通算2期目に突入のトランプ氏、中台が注視 台湾問題「学んだはず」
5日に投開票された米大統領選で当選を決めたトランプ氏が率いる次期政権にとって、台湾問題への対応も重要な課題となる。米国の姿勢が与える影響は甚大なだけに、中台の関係者も動向を注視している模様だ。
「台米のパートナーシップが引き続き地域安定の基礎となり、双方の全ての人びとにさらなる経済的繁栄をもたらすと確信している」
トランプ氏の勝利宣言からまもない6日午後7時過ぎ(台湾時間)、台湾の頼清徳(ライチントー)総統はX(旧ツイッター)にこうしたコメントを投稿。総統府や外交部(外務省)、与党の民進党も相次いで祝意を表明した。
中国の圧力にさらされる台湾の安全保障にとって対米関係は核心中の核心で、台湾側は歴代米政権との関係構築に苦心してきた。今回は4年ぶりの政権交代だが、「現在、米国の台湾支持の姿勢は党派を超えて一致している」(台湾の政権関係者)との受け止めだ。
ただ、トランプ氏は選挙戦中、「台湾は米国に防衛費を支払うべきだ」「台湾はわれわれの半導体ビジネスを奪った」などの発言を繰り返してきた。台湾に対しても新たな要求があるかもしれず、政権関係者には「我々もさらなる努力が求められる可能性がある。まずは人事をみる必要がある」と不透明さからの不安感もある。

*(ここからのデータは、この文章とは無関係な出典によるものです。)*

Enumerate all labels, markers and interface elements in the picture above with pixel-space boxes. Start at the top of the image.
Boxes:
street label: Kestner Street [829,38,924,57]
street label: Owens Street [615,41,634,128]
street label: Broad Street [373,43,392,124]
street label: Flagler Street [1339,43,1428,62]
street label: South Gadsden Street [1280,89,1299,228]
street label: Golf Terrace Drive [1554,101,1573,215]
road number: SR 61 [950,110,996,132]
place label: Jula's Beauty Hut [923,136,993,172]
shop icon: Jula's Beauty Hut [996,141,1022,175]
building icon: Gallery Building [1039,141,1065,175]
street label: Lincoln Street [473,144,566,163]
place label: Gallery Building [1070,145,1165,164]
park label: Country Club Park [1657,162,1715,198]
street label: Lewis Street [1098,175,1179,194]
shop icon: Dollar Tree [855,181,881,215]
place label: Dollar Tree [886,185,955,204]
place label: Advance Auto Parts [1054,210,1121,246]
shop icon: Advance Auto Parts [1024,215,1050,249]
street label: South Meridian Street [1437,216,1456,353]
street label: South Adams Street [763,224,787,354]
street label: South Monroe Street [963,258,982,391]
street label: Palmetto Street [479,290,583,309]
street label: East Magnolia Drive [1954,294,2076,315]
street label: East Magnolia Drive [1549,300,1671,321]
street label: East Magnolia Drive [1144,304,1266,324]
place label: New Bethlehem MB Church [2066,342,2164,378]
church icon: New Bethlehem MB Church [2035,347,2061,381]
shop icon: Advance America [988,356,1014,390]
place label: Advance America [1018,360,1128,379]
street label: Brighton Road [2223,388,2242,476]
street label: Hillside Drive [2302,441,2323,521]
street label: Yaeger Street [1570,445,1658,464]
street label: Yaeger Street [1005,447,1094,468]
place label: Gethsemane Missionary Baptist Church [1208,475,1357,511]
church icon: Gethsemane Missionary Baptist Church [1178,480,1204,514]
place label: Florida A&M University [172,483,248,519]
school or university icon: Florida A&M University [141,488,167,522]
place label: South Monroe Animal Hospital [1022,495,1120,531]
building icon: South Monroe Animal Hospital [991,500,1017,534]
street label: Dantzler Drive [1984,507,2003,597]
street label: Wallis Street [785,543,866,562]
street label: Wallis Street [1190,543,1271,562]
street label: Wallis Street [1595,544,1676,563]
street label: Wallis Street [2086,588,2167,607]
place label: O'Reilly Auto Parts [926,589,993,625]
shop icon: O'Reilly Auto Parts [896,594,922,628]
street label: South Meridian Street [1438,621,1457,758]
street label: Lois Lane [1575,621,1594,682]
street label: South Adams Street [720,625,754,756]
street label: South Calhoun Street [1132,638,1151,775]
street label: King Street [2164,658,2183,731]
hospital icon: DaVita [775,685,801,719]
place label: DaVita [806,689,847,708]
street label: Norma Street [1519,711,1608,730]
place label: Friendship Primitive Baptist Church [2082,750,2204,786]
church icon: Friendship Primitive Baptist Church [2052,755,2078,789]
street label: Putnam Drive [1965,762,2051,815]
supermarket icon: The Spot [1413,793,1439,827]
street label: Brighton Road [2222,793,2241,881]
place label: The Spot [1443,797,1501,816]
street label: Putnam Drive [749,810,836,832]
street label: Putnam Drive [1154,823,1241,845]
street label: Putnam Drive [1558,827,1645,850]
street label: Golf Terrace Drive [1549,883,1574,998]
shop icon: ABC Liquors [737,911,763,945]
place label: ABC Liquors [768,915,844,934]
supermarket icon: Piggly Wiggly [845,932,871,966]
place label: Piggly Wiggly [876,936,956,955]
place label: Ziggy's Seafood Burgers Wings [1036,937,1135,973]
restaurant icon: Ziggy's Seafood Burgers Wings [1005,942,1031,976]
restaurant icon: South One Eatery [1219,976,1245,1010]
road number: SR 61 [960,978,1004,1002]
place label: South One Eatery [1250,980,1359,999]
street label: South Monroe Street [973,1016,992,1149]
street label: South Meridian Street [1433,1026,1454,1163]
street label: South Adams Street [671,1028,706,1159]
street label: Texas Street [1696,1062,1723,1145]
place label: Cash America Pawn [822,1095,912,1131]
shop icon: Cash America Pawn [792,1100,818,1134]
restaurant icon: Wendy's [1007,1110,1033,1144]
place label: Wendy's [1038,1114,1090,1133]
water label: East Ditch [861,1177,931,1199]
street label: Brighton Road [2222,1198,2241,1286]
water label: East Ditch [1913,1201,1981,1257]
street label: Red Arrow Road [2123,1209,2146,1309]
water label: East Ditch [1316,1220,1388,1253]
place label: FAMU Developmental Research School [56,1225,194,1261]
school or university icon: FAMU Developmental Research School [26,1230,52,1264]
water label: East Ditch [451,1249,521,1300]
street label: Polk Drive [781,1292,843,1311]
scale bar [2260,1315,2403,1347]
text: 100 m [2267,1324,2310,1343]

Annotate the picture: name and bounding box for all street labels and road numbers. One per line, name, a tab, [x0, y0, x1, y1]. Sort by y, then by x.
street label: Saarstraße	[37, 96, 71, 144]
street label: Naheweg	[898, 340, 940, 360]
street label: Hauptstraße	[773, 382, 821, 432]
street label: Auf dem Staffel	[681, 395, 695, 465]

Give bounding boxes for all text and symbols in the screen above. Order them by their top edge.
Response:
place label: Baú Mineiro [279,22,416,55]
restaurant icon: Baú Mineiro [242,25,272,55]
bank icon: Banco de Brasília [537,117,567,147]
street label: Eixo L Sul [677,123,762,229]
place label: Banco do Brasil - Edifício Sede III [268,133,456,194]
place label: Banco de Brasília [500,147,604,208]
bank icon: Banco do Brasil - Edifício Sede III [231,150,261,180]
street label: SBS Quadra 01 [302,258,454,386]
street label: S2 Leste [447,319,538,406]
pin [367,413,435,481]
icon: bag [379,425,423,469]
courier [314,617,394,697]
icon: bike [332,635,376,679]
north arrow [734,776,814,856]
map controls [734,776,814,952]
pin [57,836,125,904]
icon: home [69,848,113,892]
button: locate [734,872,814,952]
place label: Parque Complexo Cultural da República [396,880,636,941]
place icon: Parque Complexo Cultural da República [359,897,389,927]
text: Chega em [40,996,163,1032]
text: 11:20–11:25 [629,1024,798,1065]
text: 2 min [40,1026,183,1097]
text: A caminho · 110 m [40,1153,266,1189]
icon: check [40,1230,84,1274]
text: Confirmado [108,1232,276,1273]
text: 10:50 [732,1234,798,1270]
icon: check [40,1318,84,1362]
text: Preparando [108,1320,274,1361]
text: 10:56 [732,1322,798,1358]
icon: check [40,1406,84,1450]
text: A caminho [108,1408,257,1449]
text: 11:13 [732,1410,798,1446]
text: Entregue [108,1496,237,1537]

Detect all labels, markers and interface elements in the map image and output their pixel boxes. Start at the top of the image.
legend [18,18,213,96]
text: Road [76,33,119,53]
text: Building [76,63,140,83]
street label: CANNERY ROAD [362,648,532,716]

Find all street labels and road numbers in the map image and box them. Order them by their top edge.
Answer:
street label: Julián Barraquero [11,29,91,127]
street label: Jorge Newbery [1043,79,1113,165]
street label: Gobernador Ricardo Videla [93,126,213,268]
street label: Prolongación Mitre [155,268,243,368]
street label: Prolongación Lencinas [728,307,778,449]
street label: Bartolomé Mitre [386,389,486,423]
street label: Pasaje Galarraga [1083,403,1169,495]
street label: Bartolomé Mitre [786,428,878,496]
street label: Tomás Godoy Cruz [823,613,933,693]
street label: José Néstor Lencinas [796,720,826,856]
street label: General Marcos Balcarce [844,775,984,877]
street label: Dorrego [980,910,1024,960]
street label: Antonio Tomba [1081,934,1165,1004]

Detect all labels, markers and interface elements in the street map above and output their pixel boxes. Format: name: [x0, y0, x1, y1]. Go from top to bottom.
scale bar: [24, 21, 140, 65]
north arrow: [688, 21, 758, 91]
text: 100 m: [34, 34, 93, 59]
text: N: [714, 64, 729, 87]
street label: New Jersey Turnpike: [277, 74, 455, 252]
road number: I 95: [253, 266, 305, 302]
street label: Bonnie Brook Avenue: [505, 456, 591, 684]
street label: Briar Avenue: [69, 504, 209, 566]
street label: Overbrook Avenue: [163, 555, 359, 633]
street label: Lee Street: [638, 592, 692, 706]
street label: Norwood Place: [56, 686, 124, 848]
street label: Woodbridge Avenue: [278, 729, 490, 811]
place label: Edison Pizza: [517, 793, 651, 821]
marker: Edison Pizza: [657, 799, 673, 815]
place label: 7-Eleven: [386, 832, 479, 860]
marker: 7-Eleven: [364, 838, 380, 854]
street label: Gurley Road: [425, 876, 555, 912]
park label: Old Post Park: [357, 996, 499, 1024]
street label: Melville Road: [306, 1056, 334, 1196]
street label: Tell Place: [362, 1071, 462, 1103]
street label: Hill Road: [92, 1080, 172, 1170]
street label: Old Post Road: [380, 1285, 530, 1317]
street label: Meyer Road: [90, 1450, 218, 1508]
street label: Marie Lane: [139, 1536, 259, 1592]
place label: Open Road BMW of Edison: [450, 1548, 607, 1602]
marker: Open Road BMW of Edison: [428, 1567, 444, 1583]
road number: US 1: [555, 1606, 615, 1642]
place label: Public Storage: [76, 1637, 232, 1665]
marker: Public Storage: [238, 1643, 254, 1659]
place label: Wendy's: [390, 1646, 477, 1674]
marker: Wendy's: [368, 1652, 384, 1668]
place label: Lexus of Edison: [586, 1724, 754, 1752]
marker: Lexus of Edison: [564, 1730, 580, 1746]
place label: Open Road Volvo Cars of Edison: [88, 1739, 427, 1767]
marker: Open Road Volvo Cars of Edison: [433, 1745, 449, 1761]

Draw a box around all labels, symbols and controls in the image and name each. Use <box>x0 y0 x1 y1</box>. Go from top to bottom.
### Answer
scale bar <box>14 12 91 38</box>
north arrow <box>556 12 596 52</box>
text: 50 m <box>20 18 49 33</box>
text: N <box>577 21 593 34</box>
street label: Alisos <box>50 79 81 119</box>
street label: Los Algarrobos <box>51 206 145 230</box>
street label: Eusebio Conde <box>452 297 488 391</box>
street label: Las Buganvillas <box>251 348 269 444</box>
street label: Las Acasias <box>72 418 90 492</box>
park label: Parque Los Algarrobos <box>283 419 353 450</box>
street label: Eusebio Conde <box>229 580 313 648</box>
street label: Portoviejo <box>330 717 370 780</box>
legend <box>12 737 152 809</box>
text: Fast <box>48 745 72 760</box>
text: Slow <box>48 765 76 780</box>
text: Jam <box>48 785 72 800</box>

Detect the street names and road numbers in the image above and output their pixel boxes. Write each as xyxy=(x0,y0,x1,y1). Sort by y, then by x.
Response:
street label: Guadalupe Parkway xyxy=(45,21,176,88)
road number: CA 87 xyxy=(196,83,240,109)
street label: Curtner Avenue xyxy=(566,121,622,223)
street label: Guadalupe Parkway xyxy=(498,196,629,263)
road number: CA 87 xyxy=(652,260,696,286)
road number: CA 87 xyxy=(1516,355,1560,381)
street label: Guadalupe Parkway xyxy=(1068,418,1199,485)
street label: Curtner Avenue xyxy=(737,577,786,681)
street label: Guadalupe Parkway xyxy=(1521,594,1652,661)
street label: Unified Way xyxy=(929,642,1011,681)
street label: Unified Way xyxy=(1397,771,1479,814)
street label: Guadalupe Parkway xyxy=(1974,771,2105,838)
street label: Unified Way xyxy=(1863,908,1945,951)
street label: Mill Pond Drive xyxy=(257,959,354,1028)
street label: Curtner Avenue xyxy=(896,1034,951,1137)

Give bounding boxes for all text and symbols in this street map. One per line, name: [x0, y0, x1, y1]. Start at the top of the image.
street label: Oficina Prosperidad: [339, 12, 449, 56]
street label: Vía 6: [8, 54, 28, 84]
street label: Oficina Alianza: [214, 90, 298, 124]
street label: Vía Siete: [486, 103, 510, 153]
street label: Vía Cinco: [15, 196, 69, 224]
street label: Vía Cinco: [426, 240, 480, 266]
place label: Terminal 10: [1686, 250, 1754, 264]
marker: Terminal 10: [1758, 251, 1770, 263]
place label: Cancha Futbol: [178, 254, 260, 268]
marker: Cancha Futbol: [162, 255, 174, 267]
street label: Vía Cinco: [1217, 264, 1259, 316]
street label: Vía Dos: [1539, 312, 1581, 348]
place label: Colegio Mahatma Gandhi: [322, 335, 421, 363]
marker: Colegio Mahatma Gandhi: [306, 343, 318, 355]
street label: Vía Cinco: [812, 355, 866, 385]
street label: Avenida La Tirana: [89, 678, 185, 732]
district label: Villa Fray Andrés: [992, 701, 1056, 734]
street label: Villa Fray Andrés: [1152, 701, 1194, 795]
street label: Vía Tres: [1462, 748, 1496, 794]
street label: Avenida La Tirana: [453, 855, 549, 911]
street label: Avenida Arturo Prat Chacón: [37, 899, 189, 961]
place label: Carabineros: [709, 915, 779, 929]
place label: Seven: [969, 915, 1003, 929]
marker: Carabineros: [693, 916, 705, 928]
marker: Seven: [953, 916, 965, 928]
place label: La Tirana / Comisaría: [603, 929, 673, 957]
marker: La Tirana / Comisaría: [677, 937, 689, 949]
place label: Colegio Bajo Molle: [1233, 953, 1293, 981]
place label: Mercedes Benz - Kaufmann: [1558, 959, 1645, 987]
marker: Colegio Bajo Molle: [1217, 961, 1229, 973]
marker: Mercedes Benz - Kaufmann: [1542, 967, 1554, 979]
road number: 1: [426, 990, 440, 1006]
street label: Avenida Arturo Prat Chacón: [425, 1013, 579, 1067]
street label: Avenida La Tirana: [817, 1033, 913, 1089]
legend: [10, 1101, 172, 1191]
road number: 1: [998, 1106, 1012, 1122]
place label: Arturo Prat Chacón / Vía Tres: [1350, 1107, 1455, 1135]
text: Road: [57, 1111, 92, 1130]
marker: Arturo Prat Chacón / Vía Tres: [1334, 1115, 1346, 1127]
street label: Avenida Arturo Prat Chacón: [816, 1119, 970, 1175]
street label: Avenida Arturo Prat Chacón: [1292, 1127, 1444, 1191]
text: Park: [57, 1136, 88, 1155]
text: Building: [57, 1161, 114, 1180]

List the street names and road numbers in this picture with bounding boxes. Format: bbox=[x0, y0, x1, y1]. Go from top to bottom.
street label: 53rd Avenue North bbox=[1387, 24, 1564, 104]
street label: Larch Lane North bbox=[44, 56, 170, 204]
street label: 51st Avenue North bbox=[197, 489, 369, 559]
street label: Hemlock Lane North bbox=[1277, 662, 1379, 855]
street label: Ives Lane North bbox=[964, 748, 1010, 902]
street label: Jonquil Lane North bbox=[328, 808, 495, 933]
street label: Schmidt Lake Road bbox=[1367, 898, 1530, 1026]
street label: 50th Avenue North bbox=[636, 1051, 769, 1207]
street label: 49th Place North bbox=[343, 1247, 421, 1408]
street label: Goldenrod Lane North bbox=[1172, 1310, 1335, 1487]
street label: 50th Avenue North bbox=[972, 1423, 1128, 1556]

一方、中国外務省の毛寧副報道局長は7日の定例会見でトランプ氏の台湾関連の発言について問われ、「台湾問題は中米関係の最も敏感な話題だ。米台のいかなる形の公式の往来にも断固として反対する」と釘を刺した。専門家からは台湾問題をめぐってもトランプ氏の動きが読めないことを警戒する声が上がる一方、「前回の任期で、台湾問題では軽はずみな行動を慎むことを学んだはず」と「理解」に期待する見方もある。